[Saved entries]
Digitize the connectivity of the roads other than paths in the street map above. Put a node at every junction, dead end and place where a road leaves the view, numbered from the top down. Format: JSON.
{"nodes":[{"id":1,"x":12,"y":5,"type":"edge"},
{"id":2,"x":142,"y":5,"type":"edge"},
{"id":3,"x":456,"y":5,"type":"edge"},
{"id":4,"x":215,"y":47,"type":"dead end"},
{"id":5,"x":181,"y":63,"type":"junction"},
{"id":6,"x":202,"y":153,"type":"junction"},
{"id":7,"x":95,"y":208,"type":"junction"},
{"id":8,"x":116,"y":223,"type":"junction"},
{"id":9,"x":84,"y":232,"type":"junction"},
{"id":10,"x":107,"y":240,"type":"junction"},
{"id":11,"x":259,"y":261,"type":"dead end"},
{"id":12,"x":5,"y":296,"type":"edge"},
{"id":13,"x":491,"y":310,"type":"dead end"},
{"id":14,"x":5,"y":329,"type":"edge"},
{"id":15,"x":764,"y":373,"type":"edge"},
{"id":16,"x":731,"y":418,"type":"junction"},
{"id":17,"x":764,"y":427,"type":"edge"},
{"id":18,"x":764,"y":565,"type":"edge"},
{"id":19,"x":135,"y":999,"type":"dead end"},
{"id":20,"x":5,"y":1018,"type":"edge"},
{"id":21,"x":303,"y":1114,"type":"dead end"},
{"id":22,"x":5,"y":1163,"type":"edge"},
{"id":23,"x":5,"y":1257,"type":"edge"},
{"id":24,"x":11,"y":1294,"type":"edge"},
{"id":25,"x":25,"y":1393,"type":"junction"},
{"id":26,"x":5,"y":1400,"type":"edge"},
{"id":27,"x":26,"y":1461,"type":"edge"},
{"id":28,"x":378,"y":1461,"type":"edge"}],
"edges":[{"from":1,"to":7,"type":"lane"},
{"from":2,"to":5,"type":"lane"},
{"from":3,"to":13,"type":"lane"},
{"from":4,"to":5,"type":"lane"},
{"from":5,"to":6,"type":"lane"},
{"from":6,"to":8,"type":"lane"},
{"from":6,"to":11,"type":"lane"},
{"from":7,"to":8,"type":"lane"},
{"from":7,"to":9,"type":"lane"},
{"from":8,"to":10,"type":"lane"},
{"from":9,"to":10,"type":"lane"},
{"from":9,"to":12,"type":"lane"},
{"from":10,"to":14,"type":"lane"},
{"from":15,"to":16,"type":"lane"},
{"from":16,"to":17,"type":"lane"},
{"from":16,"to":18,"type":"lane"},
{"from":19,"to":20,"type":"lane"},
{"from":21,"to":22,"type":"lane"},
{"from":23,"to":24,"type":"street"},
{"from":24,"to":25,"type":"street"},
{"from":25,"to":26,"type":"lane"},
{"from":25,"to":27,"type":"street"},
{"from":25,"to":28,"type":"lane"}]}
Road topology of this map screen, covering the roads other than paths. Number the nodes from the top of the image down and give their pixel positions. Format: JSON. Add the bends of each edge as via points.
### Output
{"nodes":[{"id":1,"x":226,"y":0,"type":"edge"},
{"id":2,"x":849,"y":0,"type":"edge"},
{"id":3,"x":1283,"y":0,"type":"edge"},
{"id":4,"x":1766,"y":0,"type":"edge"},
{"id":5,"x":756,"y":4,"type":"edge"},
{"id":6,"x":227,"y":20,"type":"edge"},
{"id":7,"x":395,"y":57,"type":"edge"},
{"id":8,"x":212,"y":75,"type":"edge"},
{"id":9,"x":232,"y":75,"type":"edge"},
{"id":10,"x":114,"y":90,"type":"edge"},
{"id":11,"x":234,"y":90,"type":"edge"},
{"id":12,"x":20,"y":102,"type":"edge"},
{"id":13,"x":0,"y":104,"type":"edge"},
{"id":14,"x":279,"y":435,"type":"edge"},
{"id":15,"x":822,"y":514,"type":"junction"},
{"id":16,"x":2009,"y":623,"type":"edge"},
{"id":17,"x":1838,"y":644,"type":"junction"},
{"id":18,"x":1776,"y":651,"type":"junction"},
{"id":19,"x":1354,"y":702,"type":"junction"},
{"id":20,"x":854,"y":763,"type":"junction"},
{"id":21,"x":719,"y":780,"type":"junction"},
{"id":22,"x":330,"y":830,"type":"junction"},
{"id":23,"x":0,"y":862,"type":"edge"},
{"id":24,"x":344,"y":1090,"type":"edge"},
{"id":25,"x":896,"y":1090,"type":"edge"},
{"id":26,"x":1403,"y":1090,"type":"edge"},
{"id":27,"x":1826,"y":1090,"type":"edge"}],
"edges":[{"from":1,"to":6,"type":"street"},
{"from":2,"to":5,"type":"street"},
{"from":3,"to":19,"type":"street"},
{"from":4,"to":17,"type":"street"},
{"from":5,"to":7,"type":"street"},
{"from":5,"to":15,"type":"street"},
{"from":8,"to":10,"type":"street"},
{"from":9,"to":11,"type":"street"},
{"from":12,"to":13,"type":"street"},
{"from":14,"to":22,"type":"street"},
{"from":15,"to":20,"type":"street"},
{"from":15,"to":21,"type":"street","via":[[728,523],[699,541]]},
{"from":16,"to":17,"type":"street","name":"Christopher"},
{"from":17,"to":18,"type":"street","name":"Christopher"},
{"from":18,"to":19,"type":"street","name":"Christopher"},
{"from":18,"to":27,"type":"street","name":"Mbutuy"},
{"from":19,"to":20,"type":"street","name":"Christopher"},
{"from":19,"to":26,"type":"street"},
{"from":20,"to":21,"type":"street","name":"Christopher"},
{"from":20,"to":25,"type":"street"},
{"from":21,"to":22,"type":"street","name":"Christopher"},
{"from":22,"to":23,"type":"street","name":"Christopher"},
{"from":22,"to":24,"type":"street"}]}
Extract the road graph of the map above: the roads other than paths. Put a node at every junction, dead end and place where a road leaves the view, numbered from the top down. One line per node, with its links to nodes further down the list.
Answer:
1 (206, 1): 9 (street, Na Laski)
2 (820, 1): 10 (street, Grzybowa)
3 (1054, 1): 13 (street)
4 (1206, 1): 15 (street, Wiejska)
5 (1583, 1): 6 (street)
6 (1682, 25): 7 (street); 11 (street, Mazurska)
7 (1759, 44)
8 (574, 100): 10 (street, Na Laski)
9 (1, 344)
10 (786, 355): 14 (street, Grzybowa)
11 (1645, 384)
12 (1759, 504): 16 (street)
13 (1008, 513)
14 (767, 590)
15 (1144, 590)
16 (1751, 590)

- _Your assignment_:
Would you please transcribe all of the entries above exactly?

- _Result of this exercise_:
Digitize the connectivity of the roads other than paths in the street map above. Put a node at every junction, dead end and place where a road leaves the view, numbered from the top down. Format: JSON.
{"nodes":[{"id":1,"x":12,"y":5,"type":"edge"},
{"id":2,"x":142,"y":5,"type":"edge"},
{"id":3,"x":456,"y":5,"type":"edge"},
{"id":4,"x":215,"y":47,"type":"dead end"},
{"id":5,"x":181,"y":63,"type":"junction"},
{"id":6,"x":202,"y":153,"type":"junction"},
{"id":7,"x":95,"y":208,"type":"junction"},
{"id":8,"x":116,"y":223,"type":"junction"},
{"id":9,"x":84,"y":232,"type":"junction"},
{"id":10,"x":107,"y":240,"type":"junction"},
{"id":11,"x":259,"y":261,"type":"dead end"},
{"id":12,"x":5,"y":296,"type":"edge"},
{"id":13,"x":491,"y":310,"type":"dead end"},
{"id":14,"x":5,"y":329,"type":"edge"},
{"id":15,"x":764,"y":373,"type":"edge"},
{"id":16,"x":731,"y":418,"type":"junction"},
{"id":17,"x":764,"y":427,"type":"edge"},
{"id":18,"x":764,"y":565,"type":"edge"},
{"id":19,"x":135,"y":999,"type":"dead end"},
{"id":20,"x":5,"y":1018,"type":"edge"},
{"id":21,"x":303,"y":1114,"type":"dead end"},
{"id":22,"x":5,"y":1163,"type":"edge"},
{"id":23,"x":5,"y":1257,"type":"edge"},
{"id":24,"x":11,"y":1294,"type":"edge"},
{"id":25,"x":25,"y":1393,"type":"junction"},
{"id":26,"x":5,"y":1400,"type":"edge"},
{"id":27,"x":26,"y":1461,"type":"edge"},
{"id":28,"x":378,"y":1461,"type":"edge"}],
"edges":[{"from":1,"to":7,"type":"lane"},
{"from":2,"to":5,"type":"lane"},
{"from":3,"to":13,"type":"lane"},
{"from":4,"to":5,"type":"lane"},
{"from":5,"to":6,"type":"lane"},
{"from":6,"to":8,"type":"lane"},
{"from":6,"to":11,"type":"lane"},
{"from":7,"to":8,"type":"lane"},
{"from":7,"to":9,"type":"lane"},
{"from":8,"to":10,"type":"lane"},
{"from":9,"to":10,"type":"lane"},
{"from":9,"to":12,"type":"lane"},
{"from":10,"to":14,"type":"lane"},
{"from":15,"to":16,"type":"lane"},
{"from":16,"to":17,"type":"lane"},
{"from":16,"to":18,"type":"lane"},
{"from":19,"to":20,"type":"lane"},
{"from":21,"to":22,"type":"lane"},
{"from":23,"to":24,"type":"street"},
{"from":24,"to":25,"type":"street"},
{"from":25,"to":26,"type":"lane"},
{"from":25,"to":27,"type":"street"},
{"from":25,"to":28,"type":"lane"}]}
Road topology of this map screen, covering the roads other than paths. Number the nodes from the top of the image down and give their pixel positions. Format: JSON. Add the bends of each edge as via points.
### Output
{"nodes":[{"id":1,"x":226,"y":0,"type":"edge"},
{"id":2,"x":849,"y":0,"type":"edge"},
{"id":3,"x":1283,"y":0,"type":"edge"},
{"id":4,"x":1766,"y":0,"type":"edge"},
{"id":5,"x":756,"y":4,"type":"edge"},
{"id":6,"x":227,"y":20,"type":"edge"},
{"id":7,"x":395,"y":57,"type":"edge"},
{"id":8,"x":212,"y":75,"type":"edge"},
{"id":9,"x":232,"y":75,"type":"edge"},
{"id":10,"x":114,"y":90,"type":"edge"},
{"id":11,"x":234,"y":90,"type":"edge"},
{"id":12,"x":20,"y":102,"type":"edge"},
{"id":13,"x":0,"y":104,"type":"edge"},
{"id":14,"x":279,"y":435,"type":"edge"},
{"id":15,"x":822,"y":514,"type":"junction"},
{"id":16,"x":2009,"y":623,"type":"edge"},
{"id":17,"x":1838,"y":644,"type":"junction"},
{"id":18,"x":1776,"y":651,"type":"junction"},
{"id":19,"x":1354,"y":702,"type":"junction"},
{"id":20,"x":854,"y":763,"type":"junction"},
{"id":21,"x":719,"y":780,"type":"junction"},
{"id":22,"x":330,"y":830,"type":"junction"},
{"id":23,"x":0,"y":862,"type":"edge"},
{"id":24,"x":344,"y":1090,"type":"edge"},
{"id":25,"x":896,"y":1090,"type":"edge"},
{"id":26,"x":1403,"y":1090,"type":"edge"},
{"id":27,"x":1826,"y":1090,"type":"edge"}],
"edges":[{"from":1,"to":6,"type":"street"},
{"from":2,"to":5,"type":"street"},
{"from":3,"to":19,"type":"street"},
{"from":4,"to":17,"type":"street"},
{"from":5,"to":7,"type":"street"},
{"from":5,"to":15,"type":"street"},
{"from":8,"to":10,"type":"street"},
{"from":9,"to":11,"type":"street"},
{"from":12,"to":13,"type":"street"},
{"from":14,"to":22,"type":"street"},
{"from":15,"to":20,"type":"street"},
{"from":15,"to":21,"type":"street","via":[[728,523],[699,541]]},
{"from":16,"to":17,"type":"street","name":"Christopher"},
{"from":17,"to":18,"type":"street","name":"Christopher"},
{"from":18,"to":19,"type":"street","name":"Christopher"},
{"from":18,"to":27,"type":"street","name":"Mbutuy"},
{"from":19,"to":20,"type":"street","name":"Christopher"},
{"from":19,"to":26,"type":"street"},
{"from":20,"to":21,"type":"street","name":"Christopher"},
{"from":20,"to":25,"type":"street"},
{"from":21,"to":22,"type":"street","name":"Christopher"},
{"from":22,"to":23,"type":"street","name":"Christopher"},
{"from":22,"to":24,"type":"street"}]}
Extract the road graph of the map above: the roads other than paths. Put a node at every junction, dead end and place where a road leaves the view, numbered from the top down. One line per node, with its links to nodes further down the list.
Answer:
1 (206, 1): 9 (street, Na Laski)
2 (820, 1): 10 (street, Grzybowa)
3 (1054, 1): 13 (street)
4 (1206, 1): 15 (street, Wiejska)
5 (1583, 1): 6 (street)
6 (1682, 25): 7 (street); 11 (street, Mazurska)
7 (1759, 44)
8 (574, 100): 10 (street, Na Laski)
9 (1, 344)
10 (786, 355): 14 (street, Grzybowa)
11 (1645, 384)
12 (1759, 504): 16 (street)
13 (1008, 513)
14 (767, 590)
15 (1144, 590)
16 (1751, 590)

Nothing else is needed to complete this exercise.